Editorial 17 de outubro de 2017

Companheiros, definitivamente, este governo assumiu o descaminho do atraso ao acabar com direitos trabalhistas, e agora jogar os trabalhadores rurais de volta à senzala com a edição de uma portaria do Ministério do Trabalho que dificulta o combate ao trabalho escravo e impede a divulgação dos empresários fazendeiros envolvidos neste tipo de crime e incluídos na chamada lista suja. Uma decisão vergonhosa tomada para agradar os deputados reacionários da chamada bancada ruralista, que há mais de 15 anos lutam para acabar com a lista suja e agora são premiados, justamente, às vésperas da votação da segunda denúncia contra o presidente Temer. Uma afronta aos trabalhadores rurais, as centrais sindicais e por extensão, a todas as instituições do mundo inteiro que lutam contra o trabalho escravo e a exploração do ser humano.
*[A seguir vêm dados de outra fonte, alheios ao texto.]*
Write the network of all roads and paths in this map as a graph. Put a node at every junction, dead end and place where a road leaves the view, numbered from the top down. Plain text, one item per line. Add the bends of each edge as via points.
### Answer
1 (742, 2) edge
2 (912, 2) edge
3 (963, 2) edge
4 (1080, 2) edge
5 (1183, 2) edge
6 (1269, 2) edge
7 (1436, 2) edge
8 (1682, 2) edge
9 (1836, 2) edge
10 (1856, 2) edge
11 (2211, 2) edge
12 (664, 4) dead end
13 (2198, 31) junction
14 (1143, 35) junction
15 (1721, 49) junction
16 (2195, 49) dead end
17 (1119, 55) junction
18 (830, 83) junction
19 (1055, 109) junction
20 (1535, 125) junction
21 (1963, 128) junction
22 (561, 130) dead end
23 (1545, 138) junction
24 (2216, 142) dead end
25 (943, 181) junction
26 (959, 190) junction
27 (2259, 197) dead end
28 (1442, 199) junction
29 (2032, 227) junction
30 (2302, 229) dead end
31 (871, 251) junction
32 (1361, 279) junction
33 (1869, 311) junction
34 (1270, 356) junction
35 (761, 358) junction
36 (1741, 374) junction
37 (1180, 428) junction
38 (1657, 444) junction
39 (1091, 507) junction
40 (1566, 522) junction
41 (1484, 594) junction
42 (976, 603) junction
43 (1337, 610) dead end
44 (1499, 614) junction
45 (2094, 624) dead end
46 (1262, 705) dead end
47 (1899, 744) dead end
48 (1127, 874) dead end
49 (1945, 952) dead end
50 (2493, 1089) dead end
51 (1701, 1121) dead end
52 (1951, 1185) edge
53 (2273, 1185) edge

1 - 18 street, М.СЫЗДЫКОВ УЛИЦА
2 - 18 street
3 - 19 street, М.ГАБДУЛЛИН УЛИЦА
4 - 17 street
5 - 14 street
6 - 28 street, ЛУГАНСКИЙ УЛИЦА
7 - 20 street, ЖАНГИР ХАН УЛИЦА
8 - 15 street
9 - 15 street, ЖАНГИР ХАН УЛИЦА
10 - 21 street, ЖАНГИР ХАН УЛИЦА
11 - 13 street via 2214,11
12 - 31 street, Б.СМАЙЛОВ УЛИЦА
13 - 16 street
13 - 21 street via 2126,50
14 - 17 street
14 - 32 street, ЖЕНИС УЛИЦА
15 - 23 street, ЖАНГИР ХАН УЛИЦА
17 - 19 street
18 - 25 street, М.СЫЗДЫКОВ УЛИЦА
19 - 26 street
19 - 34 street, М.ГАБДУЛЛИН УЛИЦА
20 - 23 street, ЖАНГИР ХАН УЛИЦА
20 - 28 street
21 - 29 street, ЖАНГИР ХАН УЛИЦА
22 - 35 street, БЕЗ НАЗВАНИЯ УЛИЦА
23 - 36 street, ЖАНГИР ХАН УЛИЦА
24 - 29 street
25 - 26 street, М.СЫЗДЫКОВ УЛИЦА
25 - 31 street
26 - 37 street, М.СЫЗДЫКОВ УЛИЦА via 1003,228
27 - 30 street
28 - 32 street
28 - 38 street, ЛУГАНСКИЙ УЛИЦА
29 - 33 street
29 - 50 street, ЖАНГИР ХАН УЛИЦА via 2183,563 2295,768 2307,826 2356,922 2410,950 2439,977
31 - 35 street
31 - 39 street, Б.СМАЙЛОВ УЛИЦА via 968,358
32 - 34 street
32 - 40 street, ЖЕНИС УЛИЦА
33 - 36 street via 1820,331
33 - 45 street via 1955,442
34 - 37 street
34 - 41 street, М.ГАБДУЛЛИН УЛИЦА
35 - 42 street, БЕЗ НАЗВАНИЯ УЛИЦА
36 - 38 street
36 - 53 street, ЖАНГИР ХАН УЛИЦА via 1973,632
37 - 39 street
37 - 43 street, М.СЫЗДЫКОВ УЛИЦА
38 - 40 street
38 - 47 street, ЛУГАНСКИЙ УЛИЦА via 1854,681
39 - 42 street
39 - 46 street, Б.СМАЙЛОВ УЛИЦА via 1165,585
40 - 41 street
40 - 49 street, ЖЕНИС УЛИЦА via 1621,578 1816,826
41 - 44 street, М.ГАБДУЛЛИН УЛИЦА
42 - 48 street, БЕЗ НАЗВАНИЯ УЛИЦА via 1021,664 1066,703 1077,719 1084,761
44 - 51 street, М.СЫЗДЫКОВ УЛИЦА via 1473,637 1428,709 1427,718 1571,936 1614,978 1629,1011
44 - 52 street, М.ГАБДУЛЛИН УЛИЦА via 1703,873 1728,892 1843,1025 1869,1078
Uma indecência que este governo endossa, e o que é pior e mais grave, devolve o chicote para os senhores de engenho do século XXl açoitarem seus empregados, subjugados nos seus direitos, e sob a vista grossa da lei, do Ministério do Trabalho e em última instância, com o amparo de um governo com prazo de validade vencido, que com mais este escândalo, entrará de forma melancólica para a história como um dos piores governos da República escravagista do Brasil. Uma vergonha e uma afronta à sociedade e aos trabalhadores brasileiros que, certamente, darão uma resposta à altura e dura a este governo que não dialoga e muito menos respeita os trabalhadores do campo e da cidade. Pensem nisso e tenham um bom dia.